This communication challenge can create a gap between the product definitions and modeling metrics. It may even lead to the development of suboptimal or even incorrect models. Ultimately, it all boils down to talking about business goals in statistical terms. Let’s call it the stats gap.
How to deal with it? All data scientists are told that they should understand the business they are operating in. That is very true, so hiring data scientists who show curiosity about the real-world implications of their work is a very good idea.
But to bridge the stats gap, product managers also need to have more technical understanding. They don’t need to be stats whizzes or get 100% of what models are doing under the hood. But some concepts are important to understand: What is the relation between business metrics and statistical metrics? What are the inputs into a machine learning model? How do they interact with each other?
Acceptance criteria: the data science edition
Beyond hiring product managers that understand stats, what can your team do today to improve the situation?
The stats gap is about communication between product and data science. Communication gaps are also common in software engineering, and people have come up with various processes to reduce them. Specifically, agile software development teams use the concept of acceptance criteria.
Acceptance criteria are an agreement between product managers and software engineers on what exactly a software feature should include. Defining acceptance criteria is a joint effort that can take significant time, but it’s worth the investment. Good acceptance criteria ensure that both sides understand the task in the same way.

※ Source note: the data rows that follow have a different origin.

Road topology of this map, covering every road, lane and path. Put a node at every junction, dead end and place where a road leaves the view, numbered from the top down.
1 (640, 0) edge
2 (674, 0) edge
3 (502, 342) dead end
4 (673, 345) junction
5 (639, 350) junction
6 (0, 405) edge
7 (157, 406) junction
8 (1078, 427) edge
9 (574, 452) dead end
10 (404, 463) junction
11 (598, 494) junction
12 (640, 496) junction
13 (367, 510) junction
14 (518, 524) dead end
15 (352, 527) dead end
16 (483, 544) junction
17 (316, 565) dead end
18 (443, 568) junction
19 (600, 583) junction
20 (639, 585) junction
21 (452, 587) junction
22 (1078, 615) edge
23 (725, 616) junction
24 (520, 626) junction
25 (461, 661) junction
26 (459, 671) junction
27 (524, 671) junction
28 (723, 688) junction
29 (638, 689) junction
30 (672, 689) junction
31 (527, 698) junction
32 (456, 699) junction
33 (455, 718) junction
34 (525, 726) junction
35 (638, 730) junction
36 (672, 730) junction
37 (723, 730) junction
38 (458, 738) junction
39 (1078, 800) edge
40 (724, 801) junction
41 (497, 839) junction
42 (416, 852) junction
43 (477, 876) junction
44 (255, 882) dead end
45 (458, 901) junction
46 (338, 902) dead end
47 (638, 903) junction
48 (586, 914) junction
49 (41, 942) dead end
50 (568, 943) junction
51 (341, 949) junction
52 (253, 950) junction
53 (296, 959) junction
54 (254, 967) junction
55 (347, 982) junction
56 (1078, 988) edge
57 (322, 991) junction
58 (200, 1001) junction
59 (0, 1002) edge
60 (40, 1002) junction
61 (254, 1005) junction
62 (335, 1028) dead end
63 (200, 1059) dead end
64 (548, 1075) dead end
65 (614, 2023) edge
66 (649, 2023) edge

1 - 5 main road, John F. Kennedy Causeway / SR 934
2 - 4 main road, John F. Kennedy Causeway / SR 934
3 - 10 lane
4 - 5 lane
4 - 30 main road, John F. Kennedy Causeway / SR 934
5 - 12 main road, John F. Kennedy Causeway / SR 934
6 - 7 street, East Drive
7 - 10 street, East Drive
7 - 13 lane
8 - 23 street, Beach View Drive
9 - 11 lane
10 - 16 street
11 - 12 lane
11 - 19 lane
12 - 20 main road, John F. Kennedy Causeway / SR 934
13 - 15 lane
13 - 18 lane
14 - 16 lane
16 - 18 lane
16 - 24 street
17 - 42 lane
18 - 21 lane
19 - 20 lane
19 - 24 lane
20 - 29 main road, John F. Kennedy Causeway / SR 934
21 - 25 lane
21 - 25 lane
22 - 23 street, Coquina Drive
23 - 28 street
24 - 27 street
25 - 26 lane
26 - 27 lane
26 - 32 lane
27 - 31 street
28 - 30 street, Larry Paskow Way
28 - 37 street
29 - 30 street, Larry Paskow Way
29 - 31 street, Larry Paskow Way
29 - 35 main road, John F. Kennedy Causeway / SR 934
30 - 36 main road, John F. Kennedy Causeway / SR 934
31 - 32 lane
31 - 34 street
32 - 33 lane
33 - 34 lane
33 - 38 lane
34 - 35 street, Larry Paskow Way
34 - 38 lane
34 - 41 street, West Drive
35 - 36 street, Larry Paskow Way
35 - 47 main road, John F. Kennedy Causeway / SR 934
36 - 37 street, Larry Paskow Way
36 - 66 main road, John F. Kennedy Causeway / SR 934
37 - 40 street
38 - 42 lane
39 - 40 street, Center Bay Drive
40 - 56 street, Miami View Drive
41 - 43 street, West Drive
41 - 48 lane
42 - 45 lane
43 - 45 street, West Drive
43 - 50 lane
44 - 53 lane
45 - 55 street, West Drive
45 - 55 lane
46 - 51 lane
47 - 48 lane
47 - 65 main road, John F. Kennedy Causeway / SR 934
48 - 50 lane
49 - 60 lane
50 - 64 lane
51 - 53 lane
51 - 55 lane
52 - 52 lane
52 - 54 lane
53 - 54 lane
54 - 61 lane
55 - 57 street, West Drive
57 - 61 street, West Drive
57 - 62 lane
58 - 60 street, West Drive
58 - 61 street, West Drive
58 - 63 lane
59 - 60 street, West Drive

Acceptance criteria for data science tasks and machine learning models need to do the same thing. They must translate business requirements to clear modeling metrics.
This process is critical to ensure that your models are satisfying product needs and to achieve product/data fit.
Here is what it looks like:
- The product manager defines business metrics and business goals in clear and concise terms.
- The data scientist translates these metrics into rigorous statistical terms and defines the modeling metrics and modeling goals.
- To complete the cycle and confirm the requirements, the team translates the modeling metrics back to business metrics.
- This conversation has to happen for every modeling iteration, just like it does with any improvement to a software feature.
If you have some experience with agile development, you may notice that this process in incomplete. Our acceptance criteria don’t have a definition of done. This is a very important topic that I will address in a separate post. Right now our goal is to make sure that the why and the what are aligned.
From business metrics to modeling metrics
Let’s see this in action with another example. If you get a parking ticket in New York City you may submit an appeal online. The appeal is examined by a city employee, who decides if the ticket is valid.
Imagine that the city contracts your team to build a machine learning system to automate the processing of routine appeals using historical data. When a driver submits an appeal, the system can decide to accept it or make no decision and let the city agent handle it. For legal reasons it’s not possible to reject an appeal without confirmation from an agent.
The product manager is responsible for defining the business metrics. Metrics have to be quantifiable: dollars, clicks, conversion rates, etc. In our case:
- If the system approves an invalid appeal, the city loses revenue from the parking ticket. The metric is the number of invalid appeals approved. We can quantify this exactly in dollar terms: in NYC, each ticket is worth $65.
- If the system passes a valid appeal to the agent, the city incurs the cost of the agent’s additional wages. So the metric is the number of valid appeals examined by an agent. To quantify it in dollars, you would have to figure out the cost of handling an appeal, which would be a good thing to do.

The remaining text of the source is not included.